Below are records; how many of their lines hold the string "image"? Reply with nothing but the number.

BEGIN Data section

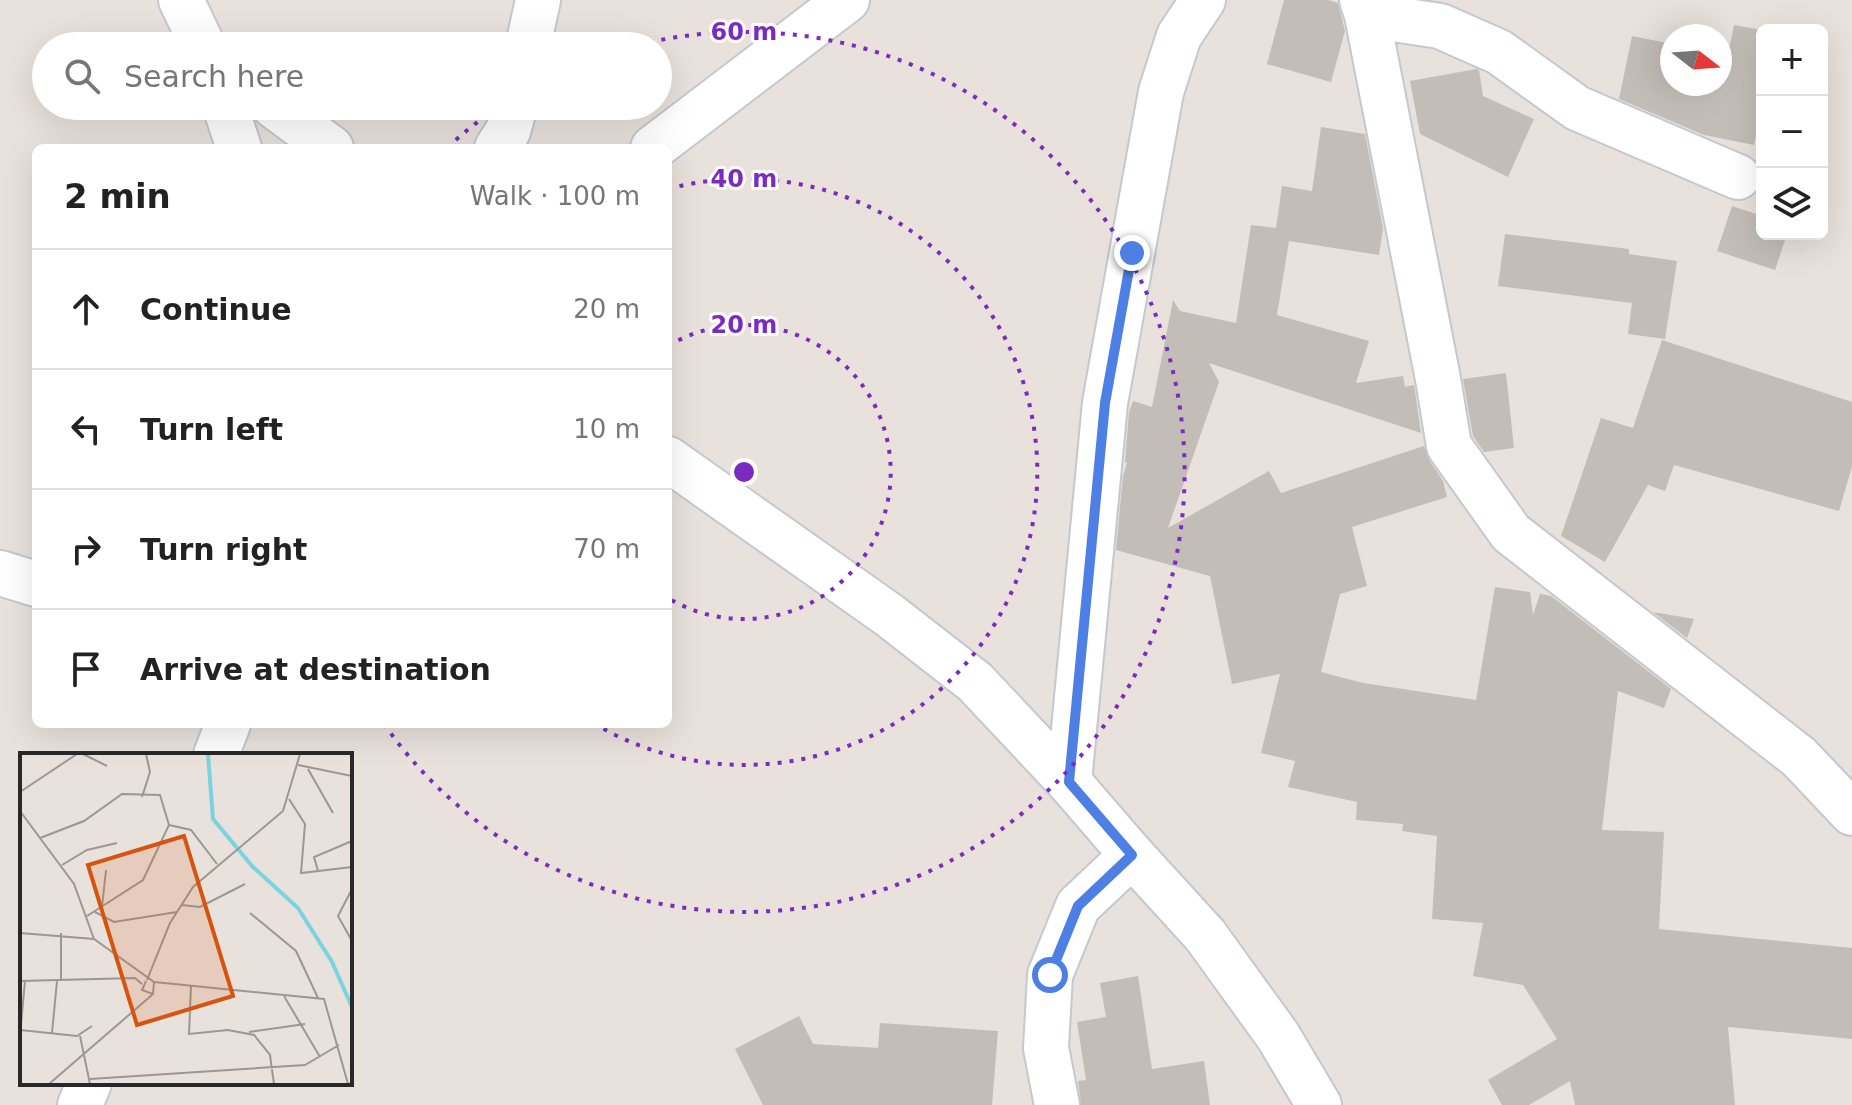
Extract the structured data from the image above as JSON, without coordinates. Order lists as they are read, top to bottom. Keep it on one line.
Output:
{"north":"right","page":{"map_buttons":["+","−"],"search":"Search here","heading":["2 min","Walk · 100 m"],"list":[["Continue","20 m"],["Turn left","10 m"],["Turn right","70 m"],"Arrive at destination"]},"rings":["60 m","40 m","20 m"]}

END Data section
BEGIN Data section

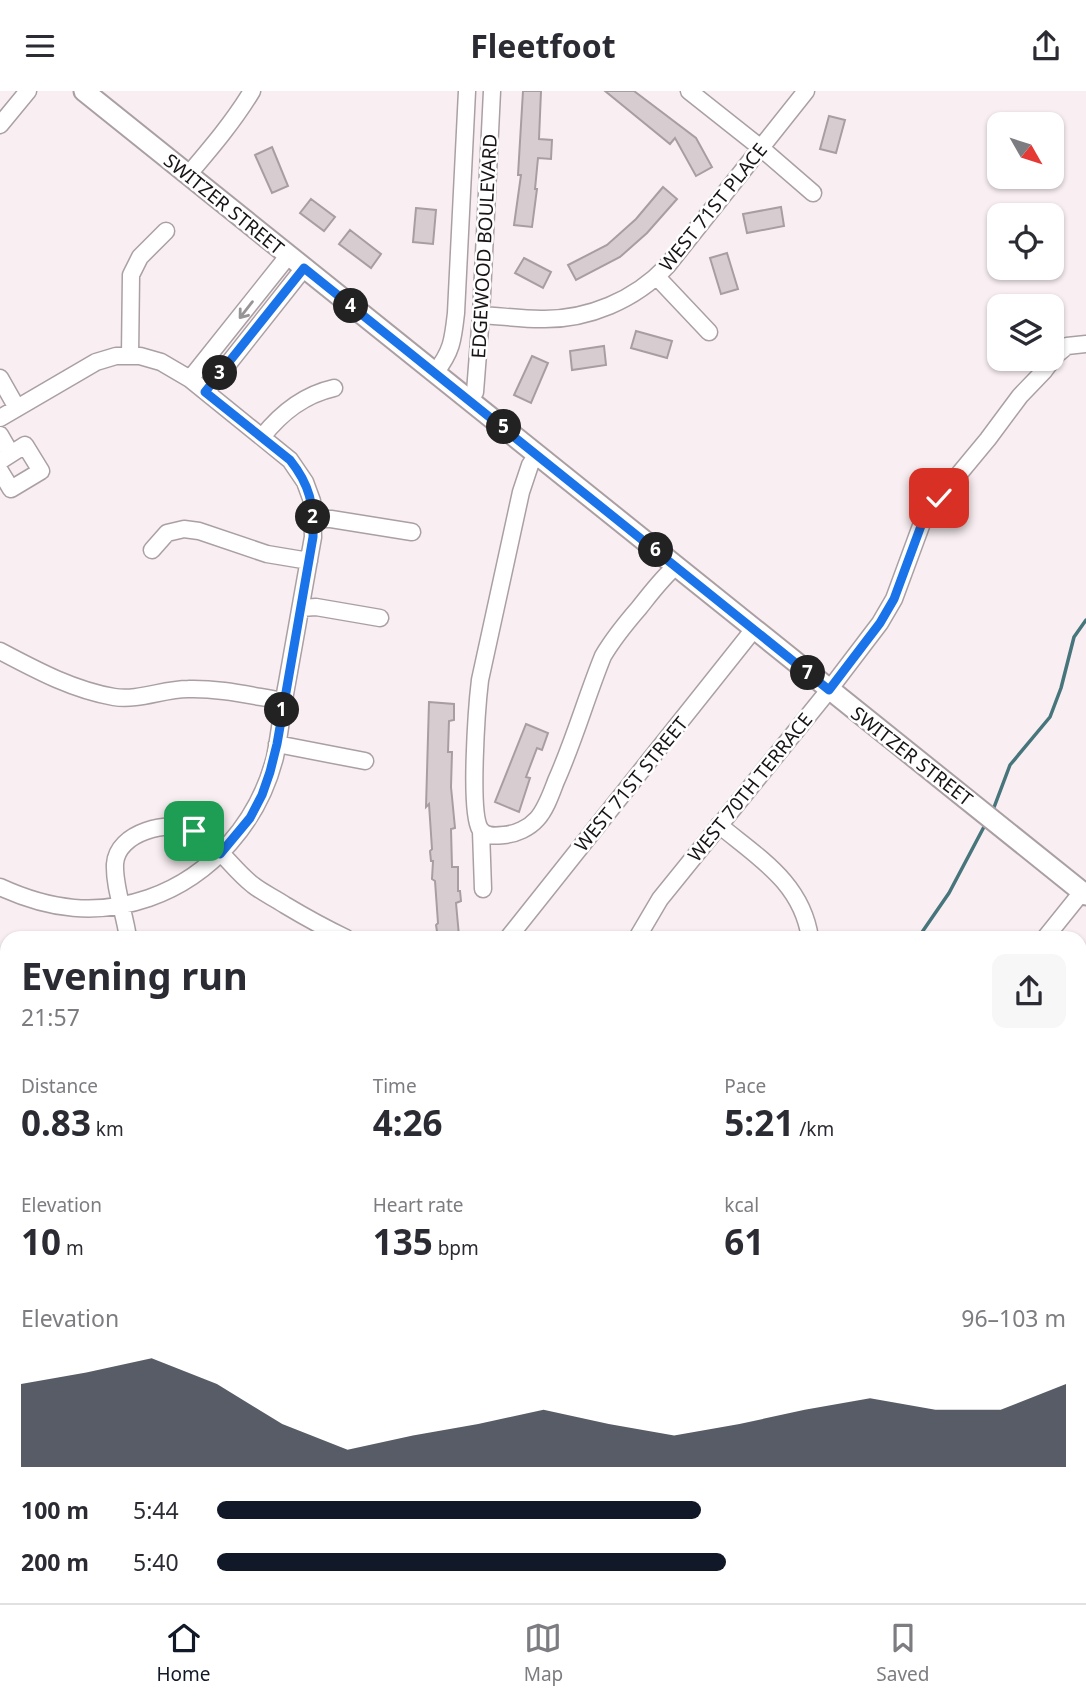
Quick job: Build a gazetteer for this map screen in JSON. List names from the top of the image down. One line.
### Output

END Data section

| Written response |
2